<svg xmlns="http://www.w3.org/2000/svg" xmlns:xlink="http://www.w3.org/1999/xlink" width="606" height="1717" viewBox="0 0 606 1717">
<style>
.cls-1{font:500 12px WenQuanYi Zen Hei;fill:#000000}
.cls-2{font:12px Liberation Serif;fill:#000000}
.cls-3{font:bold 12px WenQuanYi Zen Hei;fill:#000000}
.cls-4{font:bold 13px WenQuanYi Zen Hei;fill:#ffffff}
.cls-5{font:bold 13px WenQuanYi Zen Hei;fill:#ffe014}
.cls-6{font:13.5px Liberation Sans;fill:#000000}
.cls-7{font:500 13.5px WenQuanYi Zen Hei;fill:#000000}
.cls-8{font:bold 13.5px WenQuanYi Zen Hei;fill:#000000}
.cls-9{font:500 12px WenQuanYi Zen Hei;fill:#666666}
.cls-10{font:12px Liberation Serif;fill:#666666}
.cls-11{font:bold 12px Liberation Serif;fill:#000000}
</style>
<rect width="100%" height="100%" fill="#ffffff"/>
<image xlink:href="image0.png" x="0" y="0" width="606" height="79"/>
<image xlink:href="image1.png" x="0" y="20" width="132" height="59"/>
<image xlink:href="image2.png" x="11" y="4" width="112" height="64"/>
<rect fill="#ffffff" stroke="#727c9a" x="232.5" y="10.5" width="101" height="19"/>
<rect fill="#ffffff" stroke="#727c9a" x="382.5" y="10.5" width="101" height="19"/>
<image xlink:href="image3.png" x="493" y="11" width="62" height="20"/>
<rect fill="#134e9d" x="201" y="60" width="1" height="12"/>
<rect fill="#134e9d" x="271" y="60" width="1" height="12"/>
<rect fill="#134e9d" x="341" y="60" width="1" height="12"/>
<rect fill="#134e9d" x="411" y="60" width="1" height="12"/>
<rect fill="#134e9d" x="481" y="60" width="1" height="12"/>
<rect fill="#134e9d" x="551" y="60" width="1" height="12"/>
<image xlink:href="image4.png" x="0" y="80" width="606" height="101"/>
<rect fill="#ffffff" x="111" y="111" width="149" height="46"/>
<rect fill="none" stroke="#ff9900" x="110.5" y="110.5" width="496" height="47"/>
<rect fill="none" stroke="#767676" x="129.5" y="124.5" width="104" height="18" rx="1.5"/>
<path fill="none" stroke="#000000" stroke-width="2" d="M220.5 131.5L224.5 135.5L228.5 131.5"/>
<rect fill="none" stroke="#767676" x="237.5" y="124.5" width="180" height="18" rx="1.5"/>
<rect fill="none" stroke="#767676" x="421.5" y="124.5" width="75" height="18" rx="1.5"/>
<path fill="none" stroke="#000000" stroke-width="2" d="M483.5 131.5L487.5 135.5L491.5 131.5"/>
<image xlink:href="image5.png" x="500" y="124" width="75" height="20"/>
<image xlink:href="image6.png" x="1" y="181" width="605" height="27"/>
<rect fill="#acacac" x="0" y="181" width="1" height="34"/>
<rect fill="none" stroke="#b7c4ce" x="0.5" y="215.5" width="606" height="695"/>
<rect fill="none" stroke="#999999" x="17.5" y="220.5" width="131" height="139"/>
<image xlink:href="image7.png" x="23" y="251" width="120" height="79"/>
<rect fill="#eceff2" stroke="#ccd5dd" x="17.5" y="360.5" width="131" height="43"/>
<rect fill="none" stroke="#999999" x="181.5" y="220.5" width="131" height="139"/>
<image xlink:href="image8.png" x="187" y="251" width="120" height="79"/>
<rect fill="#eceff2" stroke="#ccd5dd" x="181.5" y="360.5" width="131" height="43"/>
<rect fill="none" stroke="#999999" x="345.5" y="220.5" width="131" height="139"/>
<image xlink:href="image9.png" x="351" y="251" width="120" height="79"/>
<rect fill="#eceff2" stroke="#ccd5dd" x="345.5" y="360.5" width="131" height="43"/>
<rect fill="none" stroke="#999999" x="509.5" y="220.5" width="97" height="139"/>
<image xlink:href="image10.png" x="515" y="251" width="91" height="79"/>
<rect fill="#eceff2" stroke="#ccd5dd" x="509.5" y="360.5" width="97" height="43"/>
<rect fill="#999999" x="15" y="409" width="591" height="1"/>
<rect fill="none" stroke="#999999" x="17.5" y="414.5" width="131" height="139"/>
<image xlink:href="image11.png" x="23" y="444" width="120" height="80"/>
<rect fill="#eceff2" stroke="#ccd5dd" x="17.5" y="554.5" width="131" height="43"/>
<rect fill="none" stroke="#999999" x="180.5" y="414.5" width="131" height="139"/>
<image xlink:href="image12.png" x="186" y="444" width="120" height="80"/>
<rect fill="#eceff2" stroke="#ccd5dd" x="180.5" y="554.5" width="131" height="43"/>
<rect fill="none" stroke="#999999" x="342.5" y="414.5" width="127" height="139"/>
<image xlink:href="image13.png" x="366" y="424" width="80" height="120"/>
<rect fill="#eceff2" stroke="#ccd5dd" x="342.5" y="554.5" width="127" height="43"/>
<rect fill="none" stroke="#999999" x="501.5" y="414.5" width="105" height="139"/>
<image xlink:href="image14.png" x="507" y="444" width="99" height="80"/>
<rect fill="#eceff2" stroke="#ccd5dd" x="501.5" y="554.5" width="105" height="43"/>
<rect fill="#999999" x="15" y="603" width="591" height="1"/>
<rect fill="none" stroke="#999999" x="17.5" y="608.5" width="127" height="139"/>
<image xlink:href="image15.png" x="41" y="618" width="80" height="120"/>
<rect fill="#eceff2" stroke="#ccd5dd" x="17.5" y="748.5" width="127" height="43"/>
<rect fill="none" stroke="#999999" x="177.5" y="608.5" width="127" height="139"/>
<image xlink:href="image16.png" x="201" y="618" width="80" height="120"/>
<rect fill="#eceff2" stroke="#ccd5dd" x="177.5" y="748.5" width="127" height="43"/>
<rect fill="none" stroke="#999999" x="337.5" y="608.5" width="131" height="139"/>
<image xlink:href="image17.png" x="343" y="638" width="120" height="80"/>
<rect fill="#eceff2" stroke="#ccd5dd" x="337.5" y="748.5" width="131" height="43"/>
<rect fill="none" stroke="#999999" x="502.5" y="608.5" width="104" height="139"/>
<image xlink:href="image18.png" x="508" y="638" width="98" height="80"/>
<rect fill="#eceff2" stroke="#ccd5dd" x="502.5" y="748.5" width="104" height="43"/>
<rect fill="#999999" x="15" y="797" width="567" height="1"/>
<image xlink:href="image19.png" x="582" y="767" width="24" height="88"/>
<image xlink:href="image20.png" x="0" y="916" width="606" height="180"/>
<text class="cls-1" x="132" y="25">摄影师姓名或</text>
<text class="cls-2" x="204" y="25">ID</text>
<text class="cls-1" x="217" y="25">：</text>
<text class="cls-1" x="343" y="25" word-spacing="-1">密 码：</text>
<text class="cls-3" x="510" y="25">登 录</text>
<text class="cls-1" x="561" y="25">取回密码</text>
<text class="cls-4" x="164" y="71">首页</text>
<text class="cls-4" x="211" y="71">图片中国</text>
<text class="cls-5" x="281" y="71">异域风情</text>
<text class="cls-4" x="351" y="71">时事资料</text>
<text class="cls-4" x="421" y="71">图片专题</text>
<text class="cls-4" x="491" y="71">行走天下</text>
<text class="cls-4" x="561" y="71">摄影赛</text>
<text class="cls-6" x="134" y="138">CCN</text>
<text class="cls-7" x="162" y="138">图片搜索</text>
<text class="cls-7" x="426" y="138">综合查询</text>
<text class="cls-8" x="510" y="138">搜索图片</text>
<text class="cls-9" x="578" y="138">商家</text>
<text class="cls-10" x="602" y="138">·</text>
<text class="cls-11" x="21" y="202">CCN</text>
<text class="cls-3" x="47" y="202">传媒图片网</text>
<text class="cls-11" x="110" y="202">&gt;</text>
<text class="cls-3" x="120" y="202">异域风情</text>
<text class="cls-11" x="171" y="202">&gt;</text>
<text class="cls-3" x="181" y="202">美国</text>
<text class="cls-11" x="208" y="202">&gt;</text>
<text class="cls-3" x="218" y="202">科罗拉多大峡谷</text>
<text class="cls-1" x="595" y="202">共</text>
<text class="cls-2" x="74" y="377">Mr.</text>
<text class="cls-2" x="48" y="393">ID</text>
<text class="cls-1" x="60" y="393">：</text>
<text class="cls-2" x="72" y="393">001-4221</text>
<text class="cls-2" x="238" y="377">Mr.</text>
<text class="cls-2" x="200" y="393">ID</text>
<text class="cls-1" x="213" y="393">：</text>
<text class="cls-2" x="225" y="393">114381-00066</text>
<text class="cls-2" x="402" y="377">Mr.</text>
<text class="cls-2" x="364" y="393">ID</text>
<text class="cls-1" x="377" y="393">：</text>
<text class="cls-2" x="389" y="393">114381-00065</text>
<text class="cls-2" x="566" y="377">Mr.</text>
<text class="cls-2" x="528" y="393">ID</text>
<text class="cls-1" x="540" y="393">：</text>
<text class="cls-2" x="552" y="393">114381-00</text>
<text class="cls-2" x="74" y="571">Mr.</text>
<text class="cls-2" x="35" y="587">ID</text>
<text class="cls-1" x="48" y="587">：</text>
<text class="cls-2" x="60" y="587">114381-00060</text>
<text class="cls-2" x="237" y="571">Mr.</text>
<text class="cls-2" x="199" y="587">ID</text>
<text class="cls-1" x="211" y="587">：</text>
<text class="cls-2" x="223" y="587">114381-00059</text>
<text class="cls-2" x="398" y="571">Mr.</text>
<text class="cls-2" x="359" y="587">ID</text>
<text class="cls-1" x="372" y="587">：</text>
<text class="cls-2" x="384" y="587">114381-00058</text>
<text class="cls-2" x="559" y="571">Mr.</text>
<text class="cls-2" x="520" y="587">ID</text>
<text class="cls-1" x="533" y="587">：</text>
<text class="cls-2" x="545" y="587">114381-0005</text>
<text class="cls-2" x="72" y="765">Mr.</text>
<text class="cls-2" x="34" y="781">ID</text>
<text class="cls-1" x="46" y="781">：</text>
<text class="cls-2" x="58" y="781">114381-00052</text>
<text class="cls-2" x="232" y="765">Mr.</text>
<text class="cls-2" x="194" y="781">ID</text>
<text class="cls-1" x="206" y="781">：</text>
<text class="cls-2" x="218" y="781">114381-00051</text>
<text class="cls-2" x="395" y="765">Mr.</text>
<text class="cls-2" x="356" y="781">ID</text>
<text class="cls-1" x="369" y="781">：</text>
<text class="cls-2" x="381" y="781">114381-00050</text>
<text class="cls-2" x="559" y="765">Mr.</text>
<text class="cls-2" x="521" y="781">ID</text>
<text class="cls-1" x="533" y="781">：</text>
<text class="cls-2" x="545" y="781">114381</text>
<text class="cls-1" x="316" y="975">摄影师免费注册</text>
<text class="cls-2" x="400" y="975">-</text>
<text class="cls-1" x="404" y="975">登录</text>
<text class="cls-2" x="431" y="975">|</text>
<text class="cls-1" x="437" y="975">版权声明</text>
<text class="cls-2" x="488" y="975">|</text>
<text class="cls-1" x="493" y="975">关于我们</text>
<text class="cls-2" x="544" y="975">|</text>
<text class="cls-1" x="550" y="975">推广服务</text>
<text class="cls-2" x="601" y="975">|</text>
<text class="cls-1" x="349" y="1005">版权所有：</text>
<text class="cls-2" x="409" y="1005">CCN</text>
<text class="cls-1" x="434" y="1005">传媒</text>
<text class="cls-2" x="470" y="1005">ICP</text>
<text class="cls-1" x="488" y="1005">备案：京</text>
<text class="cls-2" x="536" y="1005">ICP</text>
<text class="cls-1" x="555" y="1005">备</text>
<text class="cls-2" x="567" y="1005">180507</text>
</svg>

» **Problem to solve**: Copy each line of the listing above that contains the word "ffffff".

» **Response**:
.cls-4{font:bold 13px WenQuanYi Zen Hei;fill:#ffffff}
<rect width="100%" height="100%" fill="#ffffff"/>
<rect fill="#ffffff" stroke="#727c9a" x="232.5" y="10.5" width="101" height="19"/>
<rect fill="#ffffff" stroke="#727c9a" x="382.5" y="10.5" width="101" height="19"/>
<rect fill="#ffffff" x="111" y="111" width="149" height="46"/>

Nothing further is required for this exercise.